If you’re a Venezuelan motor sport fan, chances are you will remember the 2012 race here in Barcelona and the podium ceremony that followed, because for the first time in the history of the sport, a Venezuelan stood on the podium and the top step of it to boot. The much maligned Pastor Maldonado was the driver in question and he did it at the wheel of a Williams. A great day for the team, although the only problem with it today for the men and women of Grove is that there hasn’t been another victory since. So, when I sat down for breakfast with Deputy Team Principal Claire Williams, we got the difficult topic out of the way before de-boning the kippers and slicing the black pudding.
Here in Spain was the last time you won a grand prix and shortly after the race, the garage caught fire in quite a serious way and in my mind, that’s a good metaphor for what Williams is - some great highs and some great lows. I suppose you think that was far too long ago, your last victory.

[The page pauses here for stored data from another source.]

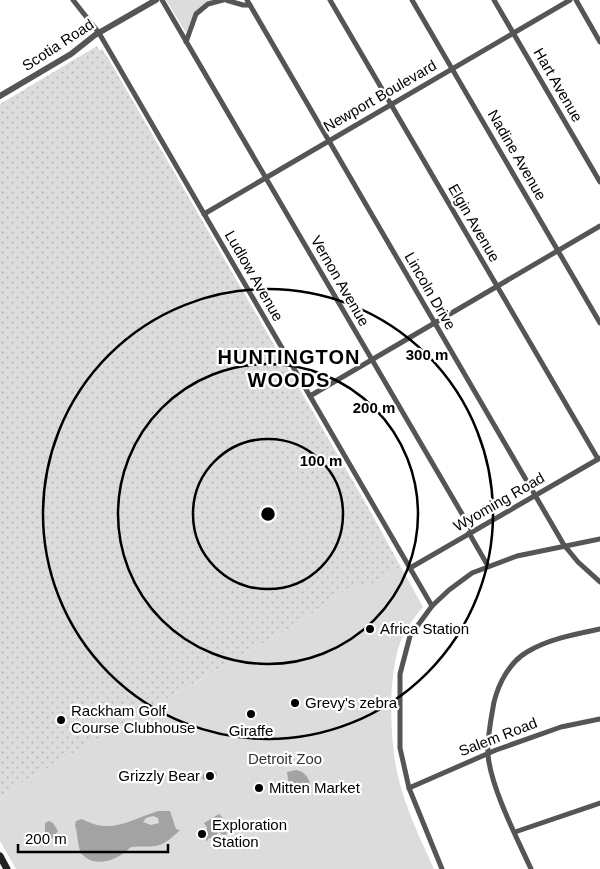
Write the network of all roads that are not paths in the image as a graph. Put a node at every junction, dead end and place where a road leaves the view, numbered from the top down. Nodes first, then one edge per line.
1 (73, 0) edge
2 (156, 0) edge
3 (162, 0) edge
4 (224, 0) edge
5 (330, 0) edge
6 (412, 0) edge
7 (494, 0) edge
8 (570, 0) edge
9 (576, 0) edge
10 (248, 2) edge
11 (98, 33) junction
12 (513, 33) junction
13 (186, 42) junction
14 (600, 42) edge
15 (452, 69) junction
16 (0, 96) edge
17 (391, 105) junction
18 (329, 141) junction
19 (266, 178) junction
20 (600, 182) edge
21 (204, 214) junction
22 (600, 226) edge
23 (558, 251) junction
24 (497, 286) junction
25 (434, 323) junction
26 (600, 323) edge
27 (372, 360) junction
28 (310, 396) junction
29 (599, 459) edge
30 (535, 496) junction
31 (470, 532) junction
32 (600, 539) edge
33 (580, 543) junction
34 (564, 545) junction
35 (574, 558) junction
36 (488, 566) junction
37 (410, 568) junction
38 (600, 582) edge
39 (432, 606) junction
40 (600, 629) edge
41 (600, 718) edge
42 (488, 753) junction
43 (409, 788) junction
44 (600, 802) edge
45 (515, 832) junction
46 (0, 856) edge
47 (7, 869) edge
48 (442, 869) edge
49 (531, 869) edge

1 - 11 street, Ludlow Avenue
2 - 11 street, Scotia Road
3 - 13 street, Vernon Avenue
4 - 10 street, Lincoln Drive
4 - 13 street, Lincoln Drive
5 - 17 street, Elgin Avenue
6 - 15 street, Nadine Avenue
7 - 12 street, Hart Avenue
8 - 12 street, Newport Boulevard
9 - 14 street
10 - 18 street, Lincoln Drive
11 - 16 street, Scotia Road
11 - 21 street, Ludlow Avenue
12 - 15 street, Newport Boulevard
12 - 20 street, Hart Avenue
13 - 19 street, Vernon Avenue
15 - 17 street, Newport Boulevard
15 - 23 street, Nadine Avenue
17 - 18 street, Newport Boulevard
17 - 24 street, Elgin Avenue
18 - 19 street, Newport Boulevard
18 - 25 street, Lincoln Drive
19 - 21 street, Newport Boulevard
19 - 27 street, Vernon Avenue
21 - 28 street, Ludlow Avenue
22 - 23 street
23 - 24 street
23 - 26 street, Nadine Avenue
24 - 25 street
24 - 29 street, Elgin Avenue
25 - 27 street
25 - 30 street, Lincoln Drive
27 - 28 street
27 - 31 street, Vernon Avenue
28 - 37 street, Ludlow Avenue
29 - 30 street, Wyoming Road
30 - 31 street, Wyoming Road
30 - 34 street, Lincoln Drive
31 - 36 street, Vernon Avenue
31 - 37 street, Wyoming Road
32 - 33 street
33 - 34 street
33 - 35 street
34 - 35 street, Lincoln Drive
34 - 36 street
35 - 38 street, Lincoln Drive
36 - 39 street
37 - 39 street, Ludlow Avenue
39 - 43 street
40 - 42 street
41 - 42 street, Salem Road
42 - 43 street, Salem Road
42 - 45 street
43 - 48 street
44 - 45 street
45 - 49 street
46 - 47 main road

It was. It’s funny you say that. I always said after that, only Williams could win its first race in - what was it? - a decade, (Brazil 2004, J-P Montoya) and then go and ruin it by setting its garage on fire. It was too long ago but that victory for me personally it had so many different connotations, not just because we hadn’t won a race for a long time, but because we did it commandingly and it was what everybody needed in the team. I wasn’t Deputy Team Principal then; that happened six months later and the victory reminded me how it feels to win and it reminded everybody how it feels to win and it gave the whole team that fresh impetus.
Not having won a race for so many years is so difficult, so to have that refresh I think was good for everybody. It was also the last race that my mum ever came to, so it was wonderful that she was able to experience Williams winning again. Obviously, she also experienced the rest of the year, which was terrible. Today, we’ve got a lot of work to do and we want to feel that way again because it’s such an amazing feeling - winning. It’s addictive, isn’t it? That’s why we’re all here - to win. And as much as a podium is great and the success we’ve had over the past two years has been wonderful and we’ve enjoyed it immensely, we need to win again, that’s what’s missing.
That win came shortly before you became Deputy Team Principal. Did you consider turning that job down?
I thought about it long and hard and actually I did kind of originally. It was all Toto’s [Wolff] idea because it coincided with his offer from Mercedes and he was very much in two minds what he wanted to do and said, “I don’t want to leave unless you would take this job and I know that the team is in good hands.” And I thought, “You’re crazy!” because I never expected anything like that to happen, Eric. I was just the press officer. It was ridiculous almost.
Don’t say JUST a press officer. It’s a very important role…
It’s a hugely important role but it’s a big leap. As much as I’d had quite a few promotions in a short space of time from 2010 onwards. I see my dad doing it so I know the level of what it involves, running a team, and particularly for me, being the boss’s daughter and I’m a girl and all that kind of thing and do I really want to sit in a room and fight with Bernie if I have to? Am I capable? Williams is so important to me and I love it so much that I spent a long time weighing up that risk. One of the first people I spoke to about it was my mum. She said, “You have to decide whether you think it’s something that you can do. I think you probably could but I know what it’s like. I know what you have to sacrifice to be a boss” and all that kind of thing.
In the first instance, I definitely thought, “There’s no way I want to do this.” Then I had quite a few people talking to me about it and persuading me and giving me the confidence to believe that I probably could do it and I thought, “If I can bring something, then I’ll give it a whirl.” I’ve always been of the opinion, whenever I’ve been offered a promotion, “If they’re offering it to me then they must believe that I can do it and I’ll give it a shot and if I’m rubbish it at it then I’ll put my hands up and I’ll just slink back to what I was doing” so I thought, “I’ll give it a go and if it works out, great, but if it doesn’t, I’m not going to jeopardise the team if I’m not good enough.”
Having known Frank for a few years, I’d say any accusations that you got the role through nepotism would come from people who don’t know him, because all he’d want is what’s best for the team and if he didn’t think you could do it, you wouldn’t get it. I seem to remember, I read somewhere, he wasn’t keen on you joining Williams in the first place when you were at Silverstone.
He never wanted me to come to Williams and in actual fact, he was the last person on that level to actually know about the role anyway so it was everyone else plotting behind the scenes and then once we were all in alignment, it was only then presented to Frank, who actually rather surprisingly did think it was a good idea, which I was quite taken aback by. You’re right, anyone that knows Frank would know that the last person he would put in his place or working alongside him or whatever, would be a family member.